[TASK GOAL] Your task is to filter the data below down to the lines holding "Liverpool".

--- --- ---

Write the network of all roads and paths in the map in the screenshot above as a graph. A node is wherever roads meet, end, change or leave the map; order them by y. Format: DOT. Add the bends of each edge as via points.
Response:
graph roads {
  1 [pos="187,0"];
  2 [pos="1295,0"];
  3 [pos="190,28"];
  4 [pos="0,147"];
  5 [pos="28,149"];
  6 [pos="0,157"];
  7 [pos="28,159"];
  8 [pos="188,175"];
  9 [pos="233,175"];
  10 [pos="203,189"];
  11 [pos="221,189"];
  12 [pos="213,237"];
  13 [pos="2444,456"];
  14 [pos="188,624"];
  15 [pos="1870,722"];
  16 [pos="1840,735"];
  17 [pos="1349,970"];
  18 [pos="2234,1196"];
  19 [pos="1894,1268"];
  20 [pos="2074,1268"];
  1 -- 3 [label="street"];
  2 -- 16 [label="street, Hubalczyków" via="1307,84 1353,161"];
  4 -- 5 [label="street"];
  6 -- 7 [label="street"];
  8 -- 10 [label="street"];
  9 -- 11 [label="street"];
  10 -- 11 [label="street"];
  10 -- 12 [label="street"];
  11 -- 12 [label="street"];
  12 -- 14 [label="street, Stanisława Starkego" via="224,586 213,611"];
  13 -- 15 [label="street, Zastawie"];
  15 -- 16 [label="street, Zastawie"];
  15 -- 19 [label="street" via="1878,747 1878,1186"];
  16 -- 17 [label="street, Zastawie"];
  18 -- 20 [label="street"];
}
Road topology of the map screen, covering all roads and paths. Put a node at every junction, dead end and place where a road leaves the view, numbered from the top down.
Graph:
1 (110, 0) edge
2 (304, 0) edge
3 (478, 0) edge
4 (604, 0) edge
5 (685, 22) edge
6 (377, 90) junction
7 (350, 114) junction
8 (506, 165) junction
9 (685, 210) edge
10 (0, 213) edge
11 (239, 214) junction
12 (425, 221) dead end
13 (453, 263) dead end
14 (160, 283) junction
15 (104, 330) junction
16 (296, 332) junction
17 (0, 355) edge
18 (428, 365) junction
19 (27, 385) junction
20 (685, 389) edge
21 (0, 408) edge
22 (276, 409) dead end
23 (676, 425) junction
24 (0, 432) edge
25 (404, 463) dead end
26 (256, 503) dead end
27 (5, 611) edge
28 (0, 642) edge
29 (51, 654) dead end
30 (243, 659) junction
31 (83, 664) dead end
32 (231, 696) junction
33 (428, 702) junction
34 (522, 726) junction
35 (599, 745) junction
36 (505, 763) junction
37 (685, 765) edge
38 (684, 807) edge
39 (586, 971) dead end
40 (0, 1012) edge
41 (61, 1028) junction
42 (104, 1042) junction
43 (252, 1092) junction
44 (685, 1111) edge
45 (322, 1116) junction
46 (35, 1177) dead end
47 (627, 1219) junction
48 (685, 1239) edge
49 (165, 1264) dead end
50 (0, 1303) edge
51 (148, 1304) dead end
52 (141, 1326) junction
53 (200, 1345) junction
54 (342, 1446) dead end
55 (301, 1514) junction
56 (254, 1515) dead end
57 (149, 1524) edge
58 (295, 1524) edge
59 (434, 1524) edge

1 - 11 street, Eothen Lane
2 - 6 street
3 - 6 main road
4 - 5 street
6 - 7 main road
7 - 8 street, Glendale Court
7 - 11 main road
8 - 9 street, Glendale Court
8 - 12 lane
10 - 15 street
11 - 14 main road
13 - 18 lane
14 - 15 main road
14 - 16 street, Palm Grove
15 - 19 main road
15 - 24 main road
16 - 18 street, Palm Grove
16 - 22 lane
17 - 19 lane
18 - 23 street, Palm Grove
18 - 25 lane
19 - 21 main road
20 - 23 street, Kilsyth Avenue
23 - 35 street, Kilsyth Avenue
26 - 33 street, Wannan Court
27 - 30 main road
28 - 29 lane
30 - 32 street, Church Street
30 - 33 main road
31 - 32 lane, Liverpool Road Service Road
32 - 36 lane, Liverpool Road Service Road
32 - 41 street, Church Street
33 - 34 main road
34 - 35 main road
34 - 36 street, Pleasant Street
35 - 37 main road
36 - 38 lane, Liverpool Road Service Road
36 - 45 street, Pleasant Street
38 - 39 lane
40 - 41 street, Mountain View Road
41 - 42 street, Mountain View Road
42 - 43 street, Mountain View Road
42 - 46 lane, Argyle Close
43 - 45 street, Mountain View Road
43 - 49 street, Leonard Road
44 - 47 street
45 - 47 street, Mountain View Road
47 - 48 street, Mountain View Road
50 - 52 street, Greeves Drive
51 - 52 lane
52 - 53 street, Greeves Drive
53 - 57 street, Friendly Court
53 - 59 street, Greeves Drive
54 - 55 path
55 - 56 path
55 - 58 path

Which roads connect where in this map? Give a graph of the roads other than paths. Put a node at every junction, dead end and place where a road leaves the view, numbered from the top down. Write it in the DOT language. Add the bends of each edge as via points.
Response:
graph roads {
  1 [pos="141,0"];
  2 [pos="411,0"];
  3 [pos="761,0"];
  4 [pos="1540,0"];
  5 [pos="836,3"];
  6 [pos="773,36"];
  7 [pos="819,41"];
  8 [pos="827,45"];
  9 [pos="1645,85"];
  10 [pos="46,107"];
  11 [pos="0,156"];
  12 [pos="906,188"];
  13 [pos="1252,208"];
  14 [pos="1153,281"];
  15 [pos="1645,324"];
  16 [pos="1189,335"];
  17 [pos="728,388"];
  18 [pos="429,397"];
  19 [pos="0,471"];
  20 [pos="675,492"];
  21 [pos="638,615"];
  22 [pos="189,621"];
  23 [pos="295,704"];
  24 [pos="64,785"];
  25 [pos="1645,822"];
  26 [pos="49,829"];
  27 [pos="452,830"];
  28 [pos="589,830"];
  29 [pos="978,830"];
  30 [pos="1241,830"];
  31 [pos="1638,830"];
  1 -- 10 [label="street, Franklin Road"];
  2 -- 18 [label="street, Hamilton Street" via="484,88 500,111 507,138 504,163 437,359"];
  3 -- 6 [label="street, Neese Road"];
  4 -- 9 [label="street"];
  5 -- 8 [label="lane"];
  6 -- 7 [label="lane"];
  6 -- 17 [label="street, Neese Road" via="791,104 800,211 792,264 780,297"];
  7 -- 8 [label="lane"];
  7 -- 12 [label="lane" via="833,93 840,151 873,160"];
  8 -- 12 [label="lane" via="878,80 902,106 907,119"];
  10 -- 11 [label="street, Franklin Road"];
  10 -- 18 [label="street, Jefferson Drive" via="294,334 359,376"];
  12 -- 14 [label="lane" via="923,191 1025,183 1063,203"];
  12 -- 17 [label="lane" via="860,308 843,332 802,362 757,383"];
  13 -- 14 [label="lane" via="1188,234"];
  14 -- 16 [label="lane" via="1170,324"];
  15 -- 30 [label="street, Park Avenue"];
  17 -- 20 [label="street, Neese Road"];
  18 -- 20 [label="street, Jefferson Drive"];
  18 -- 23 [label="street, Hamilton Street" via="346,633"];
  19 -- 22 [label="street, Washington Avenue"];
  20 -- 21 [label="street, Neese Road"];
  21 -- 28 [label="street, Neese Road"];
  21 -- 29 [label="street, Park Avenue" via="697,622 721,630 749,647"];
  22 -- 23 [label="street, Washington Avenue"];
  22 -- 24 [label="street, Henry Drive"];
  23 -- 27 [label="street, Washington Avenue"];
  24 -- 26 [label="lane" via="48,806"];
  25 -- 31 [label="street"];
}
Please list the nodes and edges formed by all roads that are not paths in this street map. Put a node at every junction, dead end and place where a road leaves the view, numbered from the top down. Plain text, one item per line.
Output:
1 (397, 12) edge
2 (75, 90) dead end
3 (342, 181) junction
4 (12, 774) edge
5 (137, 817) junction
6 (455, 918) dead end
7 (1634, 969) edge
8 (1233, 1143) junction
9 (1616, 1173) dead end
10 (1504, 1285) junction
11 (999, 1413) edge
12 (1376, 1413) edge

--- --- ---

[EXERCISE RESPONSE]
31 - 32 lane, Liverpool Road Service Road
32 - 36 lane, Liverpool Road Service Road
36 - 38 lane, Liverpool Road Service Road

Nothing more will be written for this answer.